Catching up snippets

After last year's wet summer (and not being able to weed, and then the weeds all seeding, and then not being able to weed - you get the picture?), a lot of our visits have involved weeding the garden.

This time around, the garden was relatively weed-free (certainly much better than most people's gardens I know; and they live next door to their gardens!), so efforts were focused on the potager.  We've got it all cleared, apart from the bindweed, and it was so wet that we couldn't spray that.  We're still having to use glyphosate as the roots are impossible to remove from the clay soil; couch grass, with its sturdier roots we're chasing them out, but the bindweed just breaks off.

Speaking of wet, the whole area is awash!

Our meadow is about 2' high already, and the garden is incredibly lush - they have benefitted from the almost unremitting rain - but the local towns have had dreadful flooding.  The Seine at its closest point to us is normally a fairly pathetic little trickle usually, hardly more than a stream, but this time it was a raging torrent and the neighbours tell us that levels have dropped considerably.

Troyes has had worst-in-a-century flooding, and even lorry cabs were flooded, so that must have been something to see.
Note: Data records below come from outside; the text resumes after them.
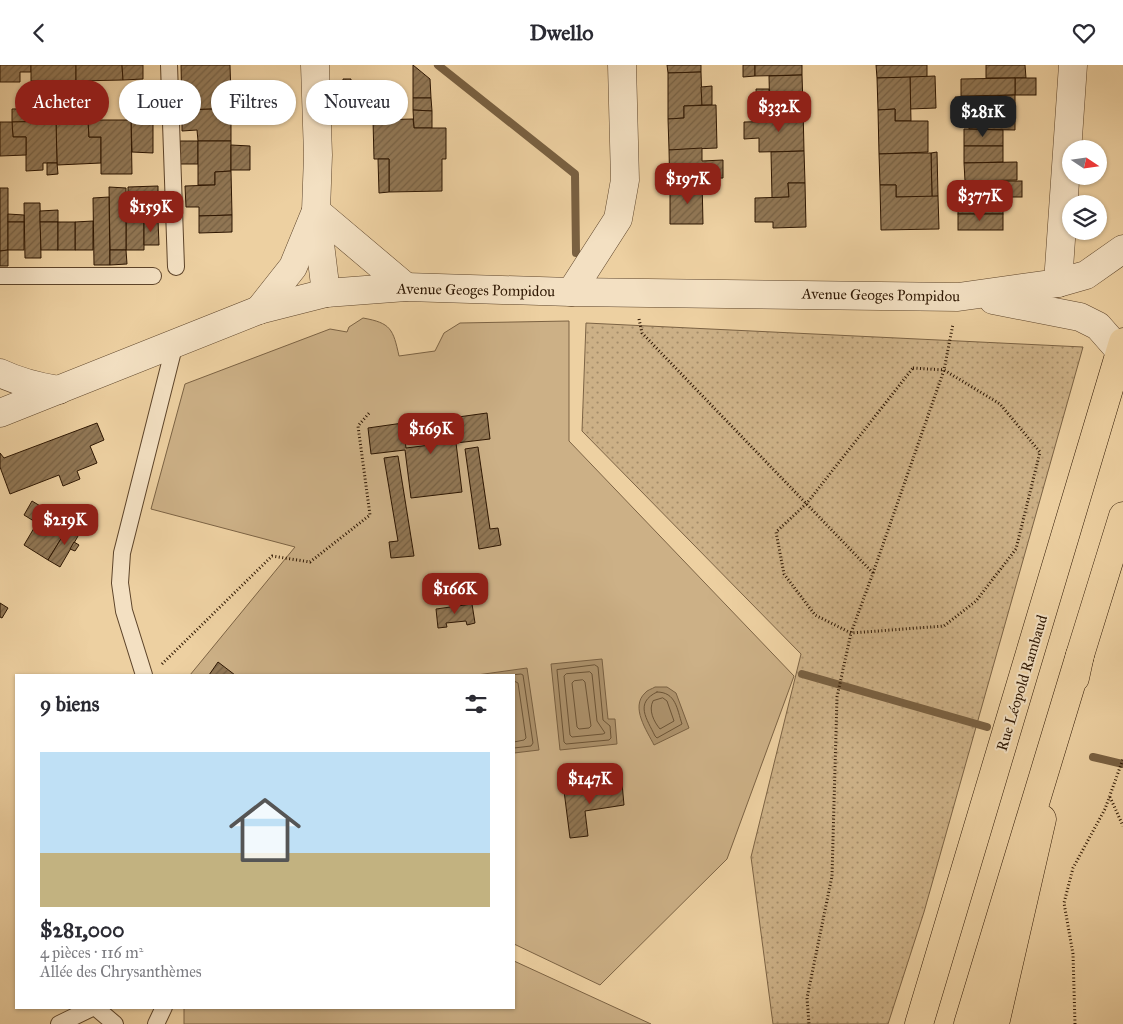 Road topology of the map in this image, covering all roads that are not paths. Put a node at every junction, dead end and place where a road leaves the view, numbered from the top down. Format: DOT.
graph roads {
  1 [pos="169,65"];
  2 [pos="315,65"];
  3 [pos="622,65"];
  4 [pos="1073,65"];
  5 [pos="316,211"];
  6 [pos="1123,249"];
  7 [pos="176,267"];
  8 [pos="0,276"];
  9 [pos="153,276"];
  10 [pos="1058,283"];
  11 [pos="406,287"];
  12 [pos="572,291"];
  13 [pos="326,293"];
  14 [pos="966,296"];
  15 [pos="259,310"];
  16 [pos="175,343"];
  17 [pos="1121,347"];
  18 [pos="0,373"];
  19 [pos="0,386"];
  20 [pos="60,390"];
  21 [pos="9,410"];
  22 [pos="1123,516"];
  23 [pos="1080,655"];
  24 [pos="151,671"];
  25 [pos="91,1009"];
  26 [pos="97,1009"];
  27 [pos="163,1009"];
  28 [pos="59,1024"];
  29 [pos="115,1024"];
  30 [pos="156,1024"];
  31 [pos="919,1024"];
  32 [pos="968,1024"];
  33 [pos="994,1024"];
  1 -- 7 [label="lane"];
  2 -- 5 [label="street"];
  3 -- 12 [label="street"];
  4 -- 10 [label="street"];
  5 -- 11 [label="street"];
  5 -- 13 [label="street"];
  5 -- 15 [label="street"];
  6 -- 10 [label="street, Avenue Geoges Pompidou"];
  8 -- 9 [label="lane"];
  10 -- 14 [label="street, Avenue Geoges Pompidou"];
  11 -- 12 [label="street, Avenue Geoges Pompidou"];
  11 -- 13 [label="street, Avenue Geoges Pompidou"];
  12 -- 14 [label="street, Avenue Geoges Pompidou"];
  13 -- 15 [label="street, Avenue Geoges Pompidou"];
  14 -- 17 [label="street, Avenue Geoges Pompidou"];
  15 -- 16 [label="street, Avenue Geoges Pompidou"];
  16 -- 20 [label="street, Avenue Geoges Pompidou"];
  16 -- 24 [label="lane"];
  17 -- 31 [label="main road, Rue Léopold Rambaud"];
  18 -- 20 [label="street"];
  19 -- 21 [label="street"];
  20 -- 21 [label="street, Avenue Geoges Pompidou"];
  22 -- 23 [label="main road"];
  23 -- 32 [label="main road"];
  23 -- 33 [label="main road"];
  25 -- 28 [label="lane"];
  26 -- 29 [label="lane"];
  27 -- 30 [label="lane"];
}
The Canal de la Restitution, where they were enlarging the channel last year (they do manage to get infrastructure projects completed in what feels like, to English sensibilities, record time) was nearly full this visit; everyone in Paris will be having a lucky escape because of it.  They probably don't know that it not just supplies their water from the lakes in the Aube, but takes water out of the Seine to prevent/minimise massive downstream catastrophes
Speaking of infrastructure miracles: in the six weeks since we were last there, the N19 has been resurfaced over about five miles.  We couldn't believe how quickly work must have been done [despite having seen the same thing, repeatedly on the motorways (we justify that to ourselves as being because they are toll roads)], and to an English eye, it wasn't even bad enough to justify doing.  Come on England, start buying that better surfacing material we have been reading about!

[Apparently, one Japanese car manufacturer has built its own test circuit and had to create lots of potholes because there was nowhere in Japan or even in the rest of Europe that uses such poor quality materials that the roads are as full of craters as in the UK, and to test drive their cars they need a surface as rough as we contend with daily to see if the suspension can cope.]
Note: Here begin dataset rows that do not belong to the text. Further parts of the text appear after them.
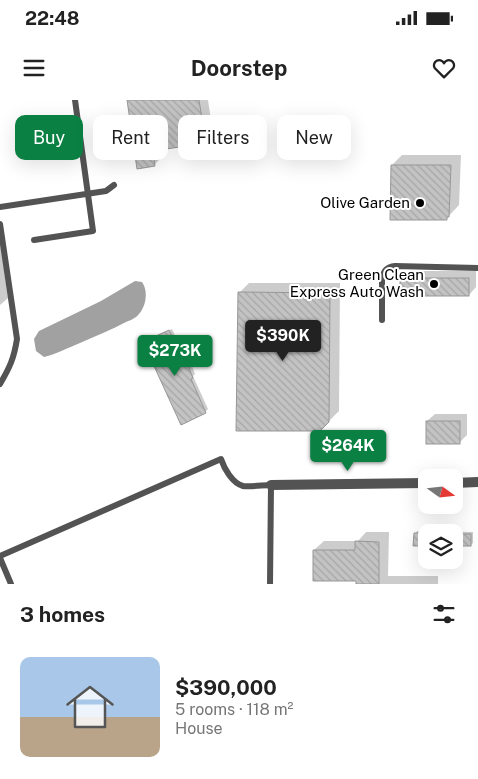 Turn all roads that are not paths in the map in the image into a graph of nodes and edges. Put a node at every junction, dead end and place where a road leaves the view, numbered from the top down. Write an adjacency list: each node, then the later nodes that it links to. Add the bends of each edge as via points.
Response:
1 (75, 100): 3 (lane)
2 (114, 185): 3 (lane, via 106,192)
3 (88, 194): 4 (lane); 6 (lane, via 93,231)
4 (0, 207)
5 (0, 224): 9 (lane, via 17,339 12,364)
6 (34, 240)
7 (478, 268): 8 (lane, via 387,268 382,278)
8 (382, 320)
9 (0, 384)
10 (478, 482): 12 (street)
11 (418, 483): 13 (street)
12 (463, 483)
13 (271, 485): 14 (lane, via 242,486 225,470 221,459); 16 (lane)
14 (0, 557): 15 (lane)
15 (11, 584)
16 (270, 584)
Having intended to post at Christmas about how lovely and dry the house was (45° humidity, even on the rainy days), I now have to admit it's about 60° humidity owing to the unremitting precipitation!  Still way better than during the years that the hemp-lime insulation took to fully dry out.  I wrote in my liqueurs blog about not having to light a fire until 6.30pm on December 29, but the rain has meant that in late May we've been lighting a fire every day much earlier than that!

Not complaining about the moisture, though, as the dozens of hedging whips we planted between Christmas and the new year all seem to have survived, and I'm sure the lack on heat and baking sun have helped that process.  The hedge to the left of the pré is looking like a proper hedge now.

We've had apéros with Isabelle and her family, and had Philippe who owns next door round for beers, so having a bit more time on our hands has been lovely.

A final word goes to David [who was very pleased with his Christmas present of a cheese keeper (so it can be left to mature at room temperature without drying out/insect 'involvement')]: unleash the cheese!